**WHAT YOU ARE ASKED TO DO**
Would you set down every line of the data below exactly as it reads?

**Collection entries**
__________

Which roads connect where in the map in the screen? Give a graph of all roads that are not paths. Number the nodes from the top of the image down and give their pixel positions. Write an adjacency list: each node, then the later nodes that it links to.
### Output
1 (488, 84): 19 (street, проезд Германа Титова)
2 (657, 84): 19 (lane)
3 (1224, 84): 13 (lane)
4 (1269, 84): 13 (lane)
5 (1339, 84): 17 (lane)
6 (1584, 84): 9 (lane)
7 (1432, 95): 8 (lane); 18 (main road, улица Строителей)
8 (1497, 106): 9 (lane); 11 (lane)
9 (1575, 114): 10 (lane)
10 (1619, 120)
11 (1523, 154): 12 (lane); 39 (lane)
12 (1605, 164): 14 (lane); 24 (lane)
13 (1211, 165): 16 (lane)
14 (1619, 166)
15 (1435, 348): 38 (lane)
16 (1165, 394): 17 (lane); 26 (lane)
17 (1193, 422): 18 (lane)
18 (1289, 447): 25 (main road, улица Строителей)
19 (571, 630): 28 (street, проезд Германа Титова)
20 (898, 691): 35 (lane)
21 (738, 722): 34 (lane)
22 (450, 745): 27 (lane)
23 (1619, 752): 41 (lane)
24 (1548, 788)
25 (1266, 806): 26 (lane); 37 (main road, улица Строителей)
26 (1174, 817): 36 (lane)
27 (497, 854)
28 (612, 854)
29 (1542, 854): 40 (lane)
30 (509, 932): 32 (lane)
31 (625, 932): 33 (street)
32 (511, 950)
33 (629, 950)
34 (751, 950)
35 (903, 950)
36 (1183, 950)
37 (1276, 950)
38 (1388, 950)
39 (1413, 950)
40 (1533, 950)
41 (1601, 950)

__________

**WRITTEN RESPONSE**
Which roads connect where in the map in the screen? Give a graph of all roads that are not paths. Number the nodes from the top of the image down and give their pixel positions. Write an adjacency list: each node, then the later nodes that it links to.
### Output
1 (488, 84): 19 (street, проезд Германа Титова)
2 (657, 84): 19 (lane)
3 (1224, 84): 13 (lane)
4 (1269, 84): 13 (lane)
5 (1339, 84): 17 (lane)
6 (1584, 84): 9 (lane)
7 (1432, 95): 8 (lane); 18 (main road, улица Строителей)
8 (1497, 106): 9 (lane); 11 (lane)
9 (1575, 114): 10 (lane)
10 (1619, 120)
11 (1523, 154): 12 (lane); 39 (lane)
12 (1605, 164): 14 (lane); 24 (lane)
13 (1211, 165): 16 (lane)
14 (1619, 166)
15 (1435, 348): 38 (lane)
16 (1165, 394): 17 (lane); 26 (lane)
17 (1193, 422): 18 (lane)
18 (1289, 447): 25 (main road, улица Строителей)
19 (571, 630): 28 (street, проезд Германа Титова)
20 (898, 691): 35 (lane)
21 (738, 722): 34 (lane)
22 (450, 745): 27 (lane)
23 (1619, 752): 41 (lane)
24 (1548, 788)
25 (1266, 806): 26 (lane); 37 (main road, улица Строителей)
26 (1174, 817): 36 (lane)
27 (497, 854)
28 (612, 854)
29 (1542, 854): 40 (lane)
30 (509, 932): 32 (lane)
31 (625, 932): 33 (street)
32 (511, 950)
33 (629, 950)
34 (751, 950)
35 (903, 950)
36 (1183, 950)
37 (1276, 950)
38 (1388, 950)
39 (1413, 950)
40 (1533, 950)
41 (1601, 950)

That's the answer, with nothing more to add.